Wednesday, October 01, 2014

Water that does not come bottled

(Title borrowed from Walter Bruggemann, in his book Prayers for a Privileged People)




New Ark United Church of Christ, Newark, DE
September 28, 2014


 


             We all know that water is precious, even though it readily comes out of numerous taps inside and outside our homes, flushes away waste, and cleans our clothes and tableware with the push of a button. How many of us have lived through a summer water ban, when outside water usage was restricted? California is living through one of the worst droughts in its history. 14 small communities are on the brink of waterlessness, with dried-up wells and streams and emergency water being trucked in.
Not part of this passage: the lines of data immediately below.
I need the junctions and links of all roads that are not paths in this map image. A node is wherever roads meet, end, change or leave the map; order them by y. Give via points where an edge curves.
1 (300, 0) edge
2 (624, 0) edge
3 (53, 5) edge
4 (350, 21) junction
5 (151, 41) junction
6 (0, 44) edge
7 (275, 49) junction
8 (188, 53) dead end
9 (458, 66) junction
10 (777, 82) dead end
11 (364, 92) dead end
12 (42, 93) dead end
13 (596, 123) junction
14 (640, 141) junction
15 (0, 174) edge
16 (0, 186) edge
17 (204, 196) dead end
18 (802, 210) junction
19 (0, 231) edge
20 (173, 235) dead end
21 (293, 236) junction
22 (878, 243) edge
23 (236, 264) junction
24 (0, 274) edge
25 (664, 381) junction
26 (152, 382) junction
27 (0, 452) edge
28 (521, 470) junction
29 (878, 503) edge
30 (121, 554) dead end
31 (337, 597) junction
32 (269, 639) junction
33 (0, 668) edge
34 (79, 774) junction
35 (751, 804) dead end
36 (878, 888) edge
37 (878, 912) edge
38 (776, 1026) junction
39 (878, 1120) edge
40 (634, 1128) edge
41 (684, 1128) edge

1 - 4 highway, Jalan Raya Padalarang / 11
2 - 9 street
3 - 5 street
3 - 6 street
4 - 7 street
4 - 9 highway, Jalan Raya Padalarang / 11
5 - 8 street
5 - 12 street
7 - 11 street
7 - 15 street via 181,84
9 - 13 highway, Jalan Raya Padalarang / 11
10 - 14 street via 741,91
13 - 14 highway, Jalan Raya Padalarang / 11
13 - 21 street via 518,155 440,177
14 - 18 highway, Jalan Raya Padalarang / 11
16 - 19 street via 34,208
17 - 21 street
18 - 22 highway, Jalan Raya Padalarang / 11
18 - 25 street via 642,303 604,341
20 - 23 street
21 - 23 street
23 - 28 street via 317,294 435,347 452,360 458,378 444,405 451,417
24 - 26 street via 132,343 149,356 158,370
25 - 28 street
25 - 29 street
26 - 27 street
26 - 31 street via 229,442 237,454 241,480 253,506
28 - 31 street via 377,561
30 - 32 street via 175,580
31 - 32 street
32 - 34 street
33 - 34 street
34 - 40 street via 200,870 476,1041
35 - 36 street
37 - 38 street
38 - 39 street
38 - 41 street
A friend of mine who moved out to Davis, CA in the middle of July witnessed this past Thursday the first rainfall since he arrived.



             Mission trips have a way of making one keenly aware of how powerful the presence of easy water is in community life. On a Native American reservation in South Dakota, we bathed in the Missouri river. Showers were a luxury in Oaxaca, Mexico, where the water was bought in large barrels and pumped up into storage tanks on the roof. Some of us would shower every other day; only the lucky first handful got a hot shower. I showered every third day to conserve. Water for showers was not potable. We had to close our eyes and mouths if we did not want to possibly get sick. Drinking water was also purchased, but in this case we were told to drink, drink, drink. Oaxaca is about 5,100 feet above sea level and hot and dry in the summer. If we did not want to suffer from altitude sickness or heat exhaustion, we needed to keep hydrated.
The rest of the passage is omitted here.